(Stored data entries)
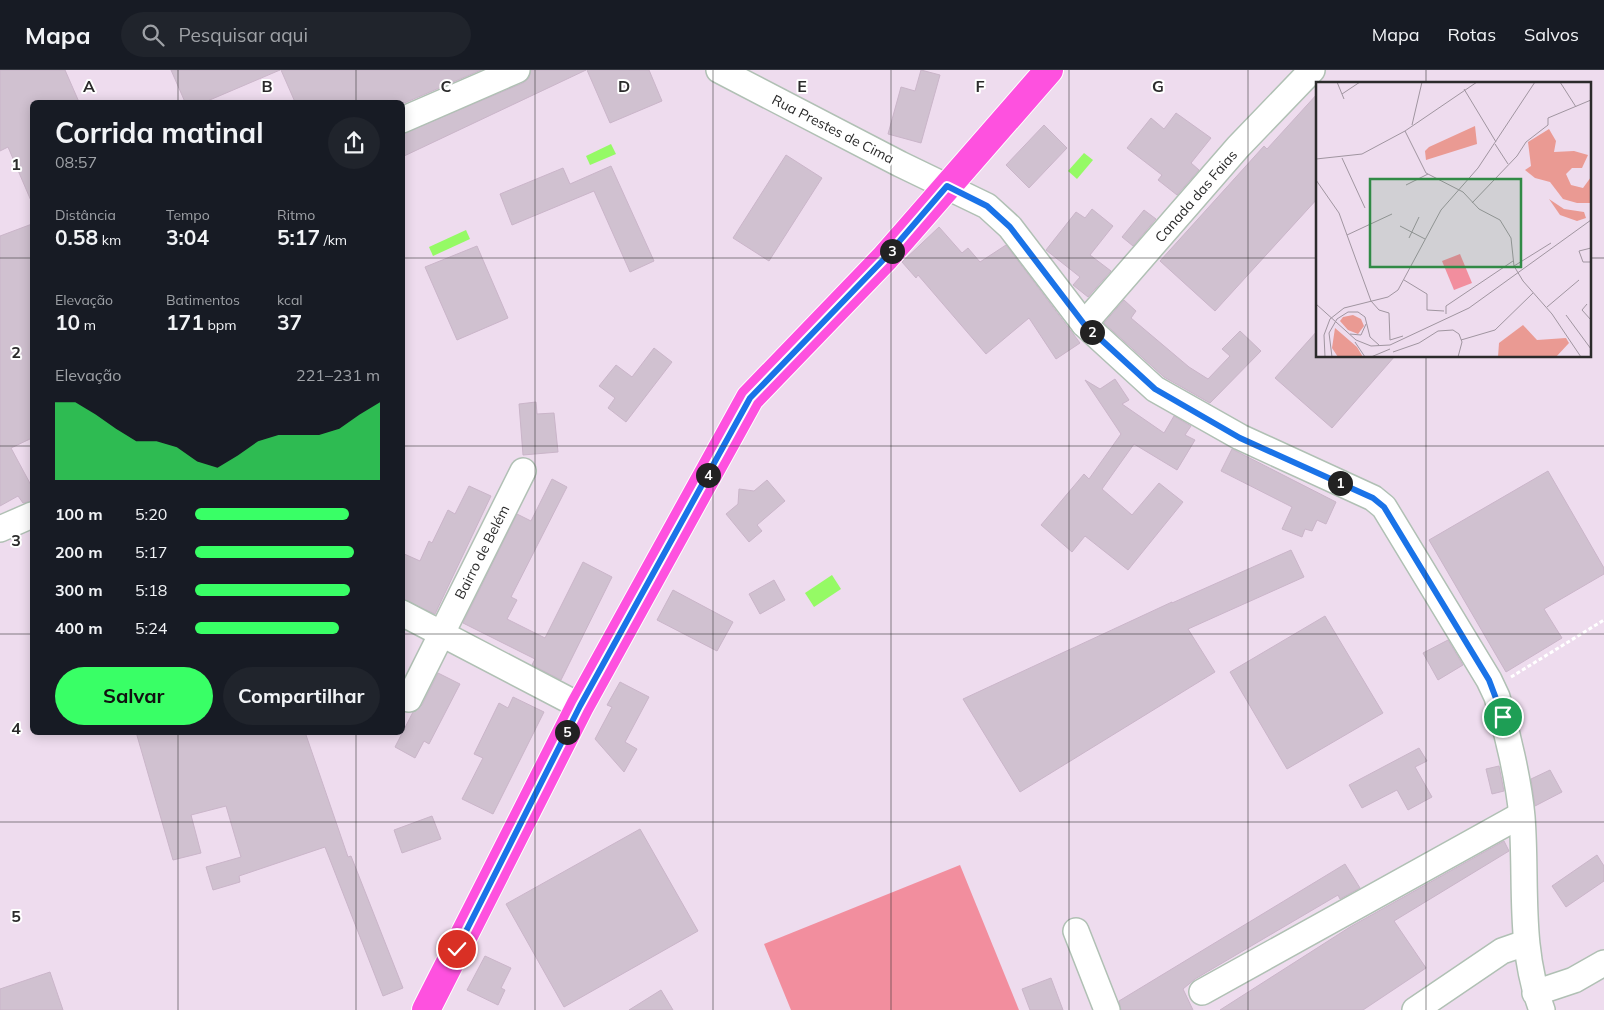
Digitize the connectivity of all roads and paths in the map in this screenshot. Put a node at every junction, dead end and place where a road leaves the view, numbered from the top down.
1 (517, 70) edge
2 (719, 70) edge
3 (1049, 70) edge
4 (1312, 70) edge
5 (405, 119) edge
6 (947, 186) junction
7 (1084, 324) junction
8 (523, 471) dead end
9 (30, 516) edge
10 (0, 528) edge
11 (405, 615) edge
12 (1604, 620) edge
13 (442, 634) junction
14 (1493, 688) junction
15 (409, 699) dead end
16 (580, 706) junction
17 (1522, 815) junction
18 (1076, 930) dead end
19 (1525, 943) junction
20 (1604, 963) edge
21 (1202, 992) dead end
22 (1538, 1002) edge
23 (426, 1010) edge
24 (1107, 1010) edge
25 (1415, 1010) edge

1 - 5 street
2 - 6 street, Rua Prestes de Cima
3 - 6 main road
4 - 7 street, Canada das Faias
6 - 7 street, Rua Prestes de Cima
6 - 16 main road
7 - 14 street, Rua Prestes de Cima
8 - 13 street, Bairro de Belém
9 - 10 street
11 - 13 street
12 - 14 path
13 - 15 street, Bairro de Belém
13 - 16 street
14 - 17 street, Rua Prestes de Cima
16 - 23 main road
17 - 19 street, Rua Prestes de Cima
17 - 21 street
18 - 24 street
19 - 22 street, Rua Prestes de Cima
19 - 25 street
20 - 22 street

Task requirements => The answer must be an exact copy of every record above, minus the pictures.

Expected output =>
Digitize the connectivity of all roads and paths in the map in this screenshot. Put a node at every junction, dead end and place where a road leaves the view, numbered from the top down.
1 (517, 70) edge
2 (719, 70) edge
3 (1049, 70) edge
4 (1312, 70) edge
5 (405, 119) edge
6 (947, 186) junction
7 (1084, 324) junction
8 (523, 471) dead end
9 (30, 516) edge
10 (0, 528) edge
11 (405, 615) edge
12 (1604, 620) edge
13 (442, 634) junction
14 (1493, 688) junction
15 (409, 699) dead end
16 (580, 706) junction
17 (1522, 815) junction
18 (1076, 930) dead end
19 (1525, 943) junction
20 (1604, 963) edge
21 (1202, 992) dead end
22 (1538, 1002) edge
23 (426, 1010) edge
24 (1107, 1010) edge
25 (1415, 1010) edge

1 - 5 street
2 - 6 street, Rua Prestes de Cima
3 - 6 main road
4 - 7 street, Canada das Faias
6 - 7 street, Rua Prestes de Cima
6 - 16 main road
7 - 14 street, Rua Prestes de Cima
8 - 13 street, Bairro de Belém
9 - 10 street
11 - 13 street
12 - 14 path
13 - 15 street, Bairro de Belém
13 - 16 street
14 - 17 street, Rua Prestes de Cima
16 - 23 main road
17 - 19 street, Rua Prestes de Cima
17 - 21 street
18 - 24 street
19 - 22 street, Rua Prestes de Cima
19 - 25 street
20 - 22 street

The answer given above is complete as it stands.